La fecha de inicio en junio se acerca mientras el país se enfrenta a una sequía que redujo a niveles casi críticos el suministro de agua necesario para generar energía hidroeléctrica. Un apagón ocurrido en febrero dejó sin electricidad a 6 millones de personas.
Petróleo Brasileiro S.A., la compañía energética estatal, está comprando cantidades récord de gas natural licuado en el mercado de contado para hacer funcionar las centrales eléctricas a gas a su máxima capacidad y preservar las reservas de agua. La creciente competencia por ese combustible reduce el descuento de los precios latinoamericanos respecto de los de Asia, los más caros, al nivel más bajo desde setiembre.
Los precios de GNL en América del Sur podrían superar a los de Asia en los próximos meses en tanto Brasil acelera las importaciones y comienza el invierno en el hemisferio sur, según Bentek Energy LLC, consultora de la industria con sede en Denver. La economía más grande de América Latina suele cubrir el 70% de la demanda de energía con el suministro hidroeléctrico.

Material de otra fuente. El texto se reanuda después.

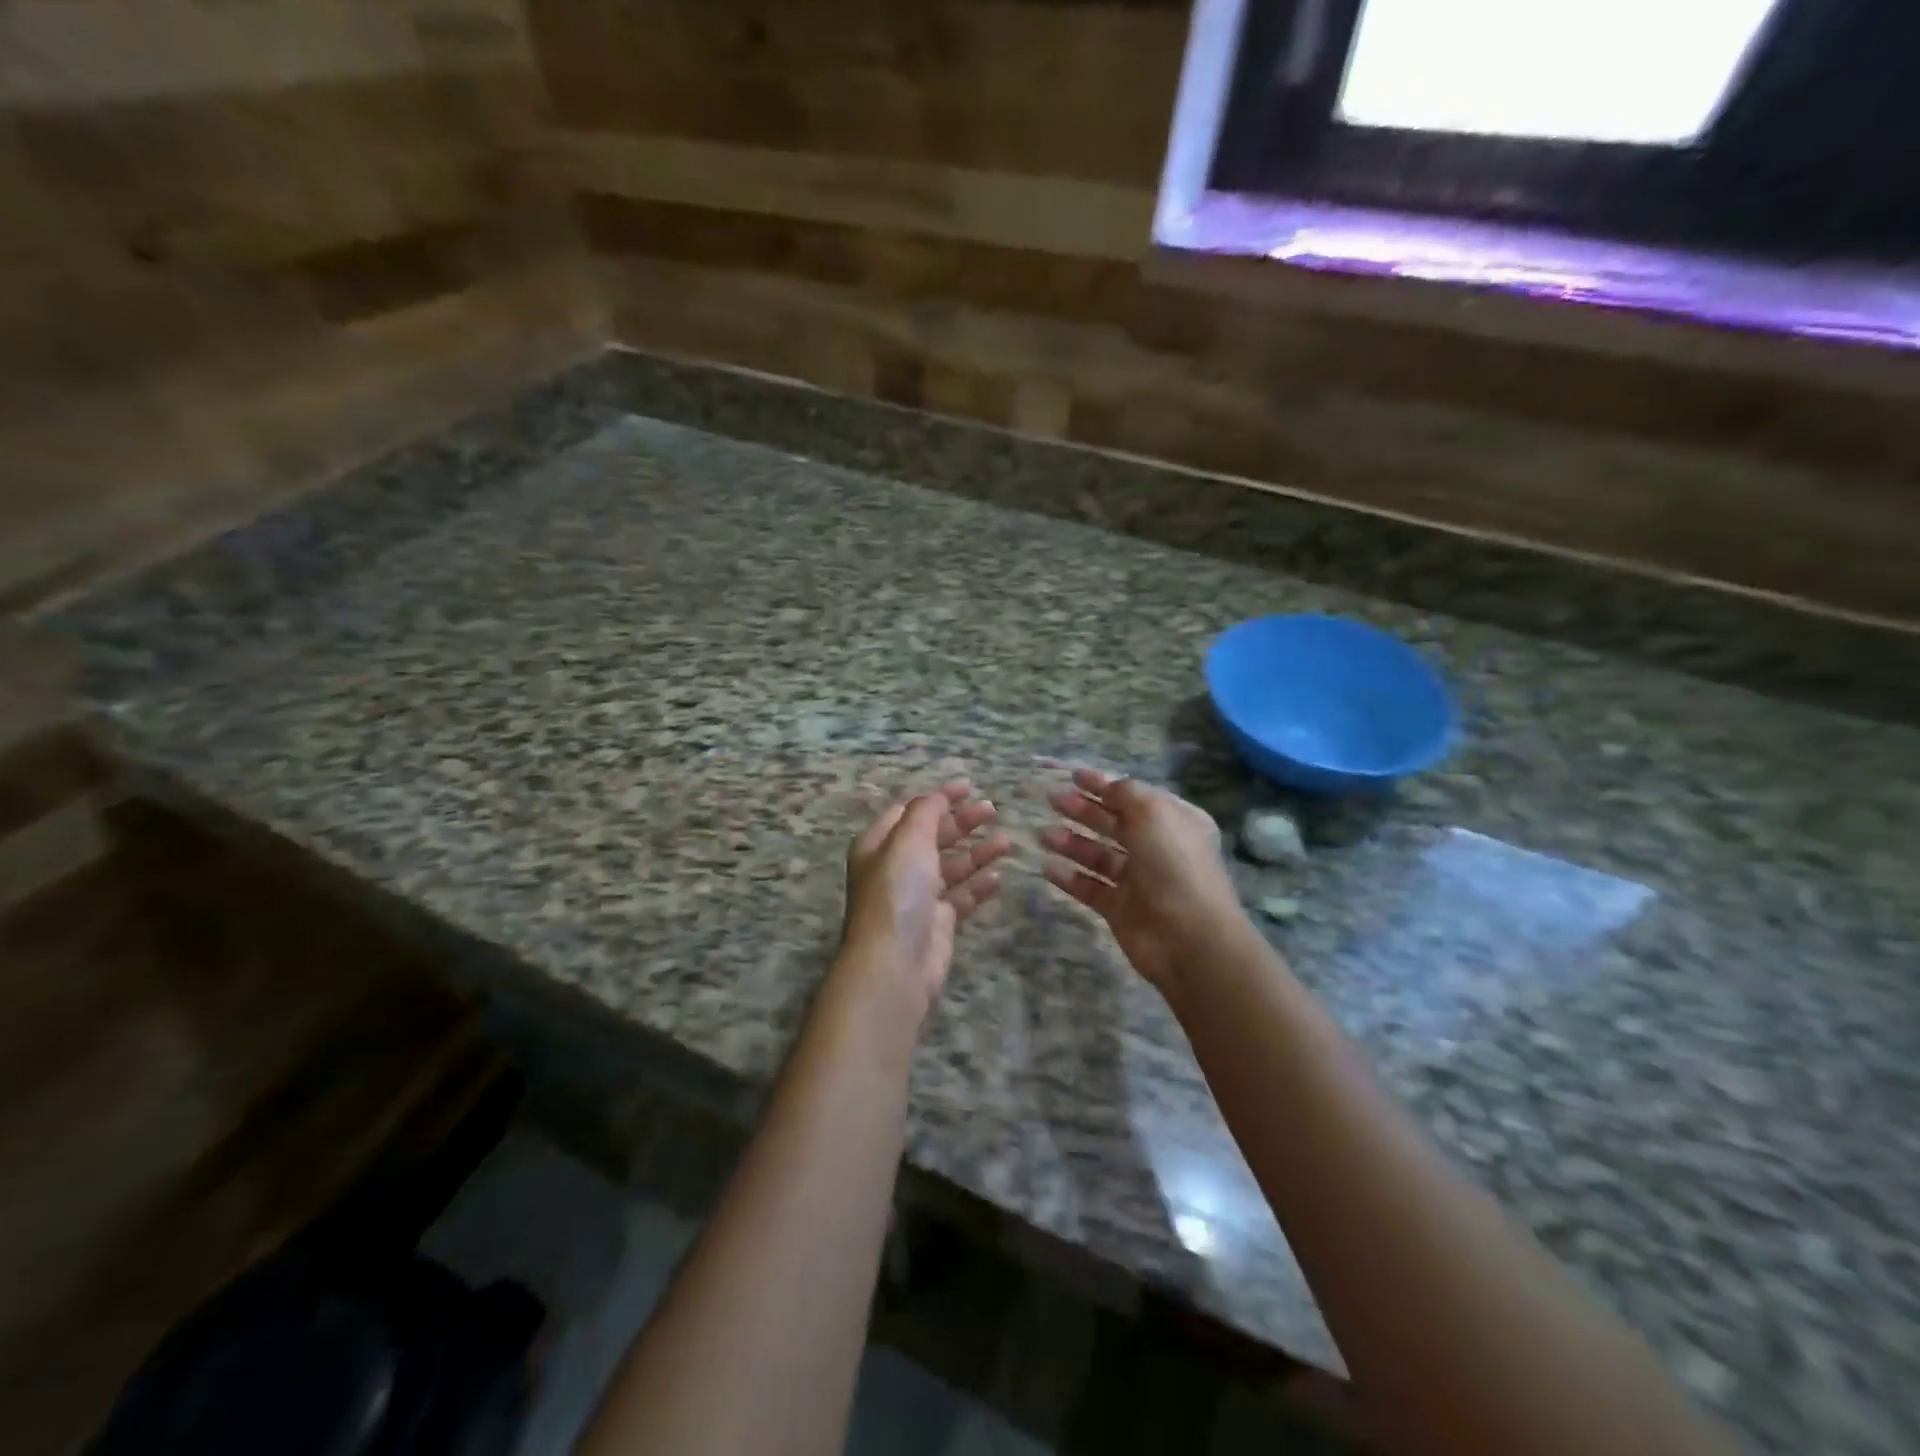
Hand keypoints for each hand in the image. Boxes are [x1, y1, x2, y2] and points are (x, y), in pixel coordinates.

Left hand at [838, 781, 1011, 1023]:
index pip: (910, 811)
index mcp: (879, 844)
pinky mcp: (937, 922)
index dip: (938, 797)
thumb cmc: (897, 892)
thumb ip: (926, 812)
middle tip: (993, 810)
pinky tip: (1000, 876)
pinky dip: (979, 885)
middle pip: (933, 836)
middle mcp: (896, 867)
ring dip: (977, 851)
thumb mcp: (908, 839)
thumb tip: (938, 796)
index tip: (970, 787)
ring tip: (1007, 841)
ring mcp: (918, 896)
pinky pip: (962, 896)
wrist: (895, 963)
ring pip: (952, 866)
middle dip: (962, 822)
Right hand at [1040, 767, 1247, 995]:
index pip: (1134, 797)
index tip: (1073, 776)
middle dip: (1083, 810)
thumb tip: (1108, 785)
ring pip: (1099, 855)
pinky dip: (1069, 877)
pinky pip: (1090, 887)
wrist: (1189, 938)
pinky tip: (1046, 867)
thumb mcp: (1153, 813)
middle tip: (1052, 800)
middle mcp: (1157, 848)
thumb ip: (1126, 793)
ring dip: (1071, 842)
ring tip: (1043, 835)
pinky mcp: (1121, 909)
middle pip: (1114, 823)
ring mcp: (1139, 880)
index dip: (1104, 785)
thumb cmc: (1174, 864)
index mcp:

"Están haciendo funcionar las centrales a gas al máximo de su capacidad, haciendo tiempo para que las lluvias ayuden a llenar las represas de agua", dijo Javier Díaz, analista de Bentek. "Es una medida inteligente, de lo contrario sería un desastre que sufrieran cortes de energía durante la Copa Mundial".EN CORTO
Presión para el gas. Brasil probablemente acelere las compras de GNL el mes que viene para aumentar los niveles de sus existencias como precaución, señala Trevor Sikorski, de Energy Aspects. Se estima que una mayor demanda de gas de Argentina se producirá también en pleno Mundial.